Figure 4

NF-κB forms a complex at the GIS regulatory region with both wild-type p53 and p53 with a DNA-binding domain mutation. (a) p53-deficient Soas2 cells were transfected with wild-type p53 (p53WT), DNA binding domain mutant p53 (p53R175H) or vector control, and cell lysates were incubated with GIS duplexes as in Figure 2e. Proteins bound to the GIS duplex were western blotted (WB) for p53 (left panel). The right panel shows input from transfected Soas2 cell lysates. (b) p53-deficent Soas2 cells were transfected with wild-type p53 (p53WT), mutant p53R175H (p53RH) or vector control.
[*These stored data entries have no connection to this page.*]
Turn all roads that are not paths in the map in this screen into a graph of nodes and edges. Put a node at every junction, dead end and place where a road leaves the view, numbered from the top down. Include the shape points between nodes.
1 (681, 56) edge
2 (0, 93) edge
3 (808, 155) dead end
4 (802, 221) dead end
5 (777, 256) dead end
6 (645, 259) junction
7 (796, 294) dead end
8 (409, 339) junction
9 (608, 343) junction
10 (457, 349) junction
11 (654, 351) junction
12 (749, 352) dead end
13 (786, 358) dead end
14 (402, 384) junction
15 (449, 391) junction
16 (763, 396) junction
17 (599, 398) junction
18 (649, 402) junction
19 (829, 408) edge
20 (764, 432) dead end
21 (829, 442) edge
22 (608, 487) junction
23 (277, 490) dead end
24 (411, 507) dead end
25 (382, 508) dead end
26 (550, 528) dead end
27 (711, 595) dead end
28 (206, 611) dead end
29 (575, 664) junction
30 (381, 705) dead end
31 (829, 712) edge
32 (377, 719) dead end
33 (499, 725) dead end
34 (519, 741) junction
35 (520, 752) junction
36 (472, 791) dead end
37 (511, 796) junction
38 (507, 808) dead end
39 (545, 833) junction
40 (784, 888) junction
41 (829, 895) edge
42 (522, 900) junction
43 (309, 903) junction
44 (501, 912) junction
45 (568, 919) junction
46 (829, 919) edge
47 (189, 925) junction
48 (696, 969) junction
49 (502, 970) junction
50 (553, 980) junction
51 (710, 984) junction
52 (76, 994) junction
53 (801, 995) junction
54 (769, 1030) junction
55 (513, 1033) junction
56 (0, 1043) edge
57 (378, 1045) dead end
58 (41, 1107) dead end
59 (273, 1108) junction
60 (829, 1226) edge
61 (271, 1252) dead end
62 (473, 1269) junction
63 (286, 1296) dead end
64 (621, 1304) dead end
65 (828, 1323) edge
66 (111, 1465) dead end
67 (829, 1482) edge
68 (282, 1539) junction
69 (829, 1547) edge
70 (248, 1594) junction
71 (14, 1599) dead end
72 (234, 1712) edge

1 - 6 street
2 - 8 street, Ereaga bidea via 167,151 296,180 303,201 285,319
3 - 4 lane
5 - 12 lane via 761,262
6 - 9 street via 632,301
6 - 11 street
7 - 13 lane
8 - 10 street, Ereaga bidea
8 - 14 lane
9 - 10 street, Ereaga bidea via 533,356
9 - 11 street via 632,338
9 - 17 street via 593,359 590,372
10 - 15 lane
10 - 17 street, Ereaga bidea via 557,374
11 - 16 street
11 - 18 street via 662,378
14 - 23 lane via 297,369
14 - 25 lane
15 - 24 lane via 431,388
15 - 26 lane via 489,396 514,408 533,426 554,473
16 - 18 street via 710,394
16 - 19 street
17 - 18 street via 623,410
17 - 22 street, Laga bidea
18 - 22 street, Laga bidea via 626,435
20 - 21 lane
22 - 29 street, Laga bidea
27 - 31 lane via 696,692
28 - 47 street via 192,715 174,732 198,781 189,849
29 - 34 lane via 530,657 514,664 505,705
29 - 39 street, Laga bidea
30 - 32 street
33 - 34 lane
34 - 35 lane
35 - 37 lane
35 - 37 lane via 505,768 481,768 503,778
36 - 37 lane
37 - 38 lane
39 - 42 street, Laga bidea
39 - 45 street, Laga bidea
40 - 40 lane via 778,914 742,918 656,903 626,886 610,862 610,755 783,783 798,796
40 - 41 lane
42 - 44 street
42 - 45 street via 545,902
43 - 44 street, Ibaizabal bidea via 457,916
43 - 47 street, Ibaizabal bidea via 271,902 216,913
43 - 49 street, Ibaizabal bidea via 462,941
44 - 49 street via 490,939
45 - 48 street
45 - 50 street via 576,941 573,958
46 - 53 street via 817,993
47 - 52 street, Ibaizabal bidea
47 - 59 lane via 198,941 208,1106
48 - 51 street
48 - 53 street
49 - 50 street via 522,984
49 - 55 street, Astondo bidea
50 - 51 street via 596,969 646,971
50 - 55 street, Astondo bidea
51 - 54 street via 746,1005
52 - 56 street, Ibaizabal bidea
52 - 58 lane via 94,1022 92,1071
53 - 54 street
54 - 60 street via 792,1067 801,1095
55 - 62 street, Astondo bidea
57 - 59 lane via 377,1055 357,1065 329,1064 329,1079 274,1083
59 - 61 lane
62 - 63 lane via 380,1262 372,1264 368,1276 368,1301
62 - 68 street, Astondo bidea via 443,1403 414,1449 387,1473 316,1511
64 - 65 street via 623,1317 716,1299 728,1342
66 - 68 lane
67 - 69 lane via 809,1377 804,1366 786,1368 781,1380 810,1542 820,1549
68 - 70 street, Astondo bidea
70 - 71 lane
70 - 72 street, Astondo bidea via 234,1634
Cell lysates were co-immunoprecipitated with anti-RELA antibody or isotypic IgG control, and western blotting was performed for p53. (c) As in Figure 2c, GIS-luciferase and TK-renilla control were transfected into p53^-/- MEF cells with or without plasmids encoding p53 (WT and RH, respectively) and RELA, and incubated with or without NFI as indicated. Firefly luciferase gene reporter activity was normalized to renilla control. Asterisks represent P < 0.05 for treatment versus control, and with inhibitor versus without inhibitor. Luciferase reporter assays are presented as mean ± standard error for at least three independent replicates.